Exercise brief ▸ From the records below, copy each line in which the string "highway" occurs.

Data shown ▸
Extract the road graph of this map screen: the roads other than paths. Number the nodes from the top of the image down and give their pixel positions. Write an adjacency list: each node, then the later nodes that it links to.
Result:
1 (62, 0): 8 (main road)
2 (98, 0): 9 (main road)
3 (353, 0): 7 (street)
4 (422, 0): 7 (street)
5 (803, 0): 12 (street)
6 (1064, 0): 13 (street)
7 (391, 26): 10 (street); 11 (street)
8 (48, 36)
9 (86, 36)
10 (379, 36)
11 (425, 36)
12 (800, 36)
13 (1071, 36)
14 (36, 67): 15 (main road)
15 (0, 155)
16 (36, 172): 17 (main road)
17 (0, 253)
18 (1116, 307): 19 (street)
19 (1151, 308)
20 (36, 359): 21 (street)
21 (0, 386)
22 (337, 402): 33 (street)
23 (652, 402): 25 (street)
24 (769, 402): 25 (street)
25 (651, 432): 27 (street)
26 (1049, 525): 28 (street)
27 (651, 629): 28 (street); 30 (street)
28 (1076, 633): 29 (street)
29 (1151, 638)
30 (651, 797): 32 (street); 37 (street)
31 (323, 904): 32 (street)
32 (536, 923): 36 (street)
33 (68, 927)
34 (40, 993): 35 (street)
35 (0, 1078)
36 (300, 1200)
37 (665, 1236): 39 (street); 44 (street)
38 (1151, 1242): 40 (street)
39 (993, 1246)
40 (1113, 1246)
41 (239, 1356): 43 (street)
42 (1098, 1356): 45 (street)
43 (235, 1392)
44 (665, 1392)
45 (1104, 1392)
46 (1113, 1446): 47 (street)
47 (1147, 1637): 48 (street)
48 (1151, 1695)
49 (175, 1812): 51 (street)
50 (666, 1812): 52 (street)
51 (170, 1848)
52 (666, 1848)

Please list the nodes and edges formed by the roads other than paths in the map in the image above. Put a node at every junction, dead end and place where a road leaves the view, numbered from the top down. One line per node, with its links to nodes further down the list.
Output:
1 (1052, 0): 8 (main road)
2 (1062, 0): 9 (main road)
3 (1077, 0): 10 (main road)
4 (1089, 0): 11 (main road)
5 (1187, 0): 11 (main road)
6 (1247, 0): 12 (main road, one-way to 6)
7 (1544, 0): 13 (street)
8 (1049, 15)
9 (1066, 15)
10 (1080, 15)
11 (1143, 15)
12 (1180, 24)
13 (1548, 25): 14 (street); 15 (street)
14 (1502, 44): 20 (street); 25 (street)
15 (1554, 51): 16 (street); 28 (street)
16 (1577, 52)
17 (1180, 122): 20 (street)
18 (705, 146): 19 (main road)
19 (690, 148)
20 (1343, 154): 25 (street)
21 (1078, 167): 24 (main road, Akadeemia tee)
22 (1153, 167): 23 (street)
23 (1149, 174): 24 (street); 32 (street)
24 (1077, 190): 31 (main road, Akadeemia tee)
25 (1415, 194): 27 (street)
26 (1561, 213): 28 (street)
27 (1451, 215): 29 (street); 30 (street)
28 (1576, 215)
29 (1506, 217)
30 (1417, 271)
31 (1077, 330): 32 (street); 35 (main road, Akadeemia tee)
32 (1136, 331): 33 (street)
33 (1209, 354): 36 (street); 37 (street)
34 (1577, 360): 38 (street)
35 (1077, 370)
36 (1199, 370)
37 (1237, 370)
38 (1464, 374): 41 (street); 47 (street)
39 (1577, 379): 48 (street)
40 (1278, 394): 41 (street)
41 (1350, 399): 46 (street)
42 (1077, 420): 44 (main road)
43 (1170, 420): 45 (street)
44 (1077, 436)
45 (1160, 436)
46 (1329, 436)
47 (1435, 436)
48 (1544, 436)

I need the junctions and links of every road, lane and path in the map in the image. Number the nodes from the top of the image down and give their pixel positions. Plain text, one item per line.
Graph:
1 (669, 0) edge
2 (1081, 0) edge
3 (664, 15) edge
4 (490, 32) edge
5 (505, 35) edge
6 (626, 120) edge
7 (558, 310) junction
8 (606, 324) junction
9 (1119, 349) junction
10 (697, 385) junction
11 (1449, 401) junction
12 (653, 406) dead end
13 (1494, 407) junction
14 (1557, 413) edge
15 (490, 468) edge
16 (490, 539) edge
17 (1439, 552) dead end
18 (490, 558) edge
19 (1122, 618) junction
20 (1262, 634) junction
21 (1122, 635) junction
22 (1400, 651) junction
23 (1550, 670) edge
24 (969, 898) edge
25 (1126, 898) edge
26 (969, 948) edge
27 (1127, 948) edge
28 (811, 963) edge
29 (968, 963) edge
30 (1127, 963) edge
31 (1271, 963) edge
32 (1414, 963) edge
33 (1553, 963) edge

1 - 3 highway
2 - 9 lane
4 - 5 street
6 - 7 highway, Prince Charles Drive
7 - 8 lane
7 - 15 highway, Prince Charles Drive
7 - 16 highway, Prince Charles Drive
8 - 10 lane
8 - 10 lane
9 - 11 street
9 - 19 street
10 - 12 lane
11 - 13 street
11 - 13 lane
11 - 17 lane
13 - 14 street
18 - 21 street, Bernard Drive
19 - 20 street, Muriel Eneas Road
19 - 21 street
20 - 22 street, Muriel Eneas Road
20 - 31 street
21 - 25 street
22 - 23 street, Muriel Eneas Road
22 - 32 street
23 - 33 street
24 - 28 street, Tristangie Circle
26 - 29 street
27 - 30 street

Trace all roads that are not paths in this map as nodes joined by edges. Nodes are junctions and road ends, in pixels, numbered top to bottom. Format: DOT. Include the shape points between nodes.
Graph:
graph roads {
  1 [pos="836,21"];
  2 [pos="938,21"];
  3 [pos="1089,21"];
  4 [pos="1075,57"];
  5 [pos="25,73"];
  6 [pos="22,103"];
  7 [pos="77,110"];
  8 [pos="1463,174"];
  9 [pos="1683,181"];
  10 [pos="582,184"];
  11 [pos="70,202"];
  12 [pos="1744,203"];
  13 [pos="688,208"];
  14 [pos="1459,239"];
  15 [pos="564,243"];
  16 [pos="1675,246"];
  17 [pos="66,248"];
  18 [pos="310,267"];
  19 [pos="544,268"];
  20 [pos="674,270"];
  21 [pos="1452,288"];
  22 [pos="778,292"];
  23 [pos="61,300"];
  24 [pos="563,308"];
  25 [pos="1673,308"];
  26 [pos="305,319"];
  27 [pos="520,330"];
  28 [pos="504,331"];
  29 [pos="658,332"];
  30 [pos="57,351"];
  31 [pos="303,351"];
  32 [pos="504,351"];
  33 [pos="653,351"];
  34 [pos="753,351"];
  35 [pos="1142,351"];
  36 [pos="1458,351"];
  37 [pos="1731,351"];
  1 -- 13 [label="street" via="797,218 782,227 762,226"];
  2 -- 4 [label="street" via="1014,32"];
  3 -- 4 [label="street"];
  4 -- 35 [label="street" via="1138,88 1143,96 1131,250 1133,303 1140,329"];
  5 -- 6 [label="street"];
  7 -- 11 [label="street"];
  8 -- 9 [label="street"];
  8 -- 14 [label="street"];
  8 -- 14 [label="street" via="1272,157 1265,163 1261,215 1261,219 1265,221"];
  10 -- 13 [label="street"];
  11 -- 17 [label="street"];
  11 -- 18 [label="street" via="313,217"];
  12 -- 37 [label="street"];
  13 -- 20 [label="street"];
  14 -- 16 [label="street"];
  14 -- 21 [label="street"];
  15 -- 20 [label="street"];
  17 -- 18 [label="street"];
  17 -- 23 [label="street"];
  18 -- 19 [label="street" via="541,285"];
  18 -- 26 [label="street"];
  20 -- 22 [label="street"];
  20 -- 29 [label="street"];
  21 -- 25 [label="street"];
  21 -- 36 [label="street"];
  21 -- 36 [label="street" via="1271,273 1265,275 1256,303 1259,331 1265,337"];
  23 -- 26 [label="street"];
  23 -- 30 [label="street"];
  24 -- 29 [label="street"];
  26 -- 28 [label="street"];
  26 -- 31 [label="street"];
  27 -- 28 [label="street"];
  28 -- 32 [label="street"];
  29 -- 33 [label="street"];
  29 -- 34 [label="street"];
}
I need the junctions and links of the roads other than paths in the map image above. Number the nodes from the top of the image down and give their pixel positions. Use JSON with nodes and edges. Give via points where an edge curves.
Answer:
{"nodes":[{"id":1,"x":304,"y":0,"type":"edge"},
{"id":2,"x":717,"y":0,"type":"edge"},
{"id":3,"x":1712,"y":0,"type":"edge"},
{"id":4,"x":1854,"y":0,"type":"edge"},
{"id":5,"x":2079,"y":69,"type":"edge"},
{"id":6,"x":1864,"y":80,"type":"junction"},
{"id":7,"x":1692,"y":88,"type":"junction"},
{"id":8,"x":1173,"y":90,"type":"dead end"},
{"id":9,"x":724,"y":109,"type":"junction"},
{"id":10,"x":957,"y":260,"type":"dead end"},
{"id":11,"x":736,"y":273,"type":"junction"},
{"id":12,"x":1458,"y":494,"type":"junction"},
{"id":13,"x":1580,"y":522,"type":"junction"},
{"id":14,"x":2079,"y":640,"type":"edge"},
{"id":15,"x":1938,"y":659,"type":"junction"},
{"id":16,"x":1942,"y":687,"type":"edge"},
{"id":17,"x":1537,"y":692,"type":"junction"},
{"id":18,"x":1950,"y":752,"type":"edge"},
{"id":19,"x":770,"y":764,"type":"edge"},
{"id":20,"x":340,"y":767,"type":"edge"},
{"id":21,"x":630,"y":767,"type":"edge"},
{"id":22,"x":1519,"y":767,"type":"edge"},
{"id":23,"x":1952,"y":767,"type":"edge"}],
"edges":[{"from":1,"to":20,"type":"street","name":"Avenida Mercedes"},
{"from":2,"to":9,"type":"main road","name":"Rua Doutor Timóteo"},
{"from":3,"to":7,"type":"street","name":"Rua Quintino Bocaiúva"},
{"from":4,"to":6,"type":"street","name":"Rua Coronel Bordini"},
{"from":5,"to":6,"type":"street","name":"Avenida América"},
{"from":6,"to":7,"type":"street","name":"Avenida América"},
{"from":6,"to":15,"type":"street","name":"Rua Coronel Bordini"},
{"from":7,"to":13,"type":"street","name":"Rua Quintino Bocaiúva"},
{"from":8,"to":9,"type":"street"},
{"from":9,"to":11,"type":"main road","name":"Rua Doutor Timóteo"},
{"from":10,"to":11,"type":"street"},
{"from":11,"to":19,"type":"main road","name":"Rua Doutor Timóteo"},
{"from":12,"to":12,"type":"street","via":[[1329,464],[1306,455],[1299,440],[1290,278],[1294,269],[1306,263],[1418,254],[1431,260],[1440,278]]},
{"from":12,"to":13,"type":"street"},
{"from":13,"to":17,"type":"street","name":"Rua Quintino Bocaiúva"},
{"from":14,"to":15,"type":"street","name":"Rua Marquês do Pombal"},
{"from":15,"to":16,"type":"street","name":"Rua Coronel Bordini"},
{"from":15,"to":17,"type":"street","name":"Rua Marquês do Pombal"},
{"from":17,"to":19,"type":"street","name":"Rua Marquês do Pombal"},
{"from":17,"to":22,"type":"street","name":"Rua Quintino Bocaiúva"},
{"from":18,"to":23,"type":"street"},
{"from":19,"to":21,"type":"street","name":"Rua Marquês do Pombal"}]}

Exercise answer ▸
1 - 3 highway
6 - 7 highway, Prince Charles Drive
7 - 15 highway, Prince Charles Drive
7 - 16 highway, Prince Charles Drive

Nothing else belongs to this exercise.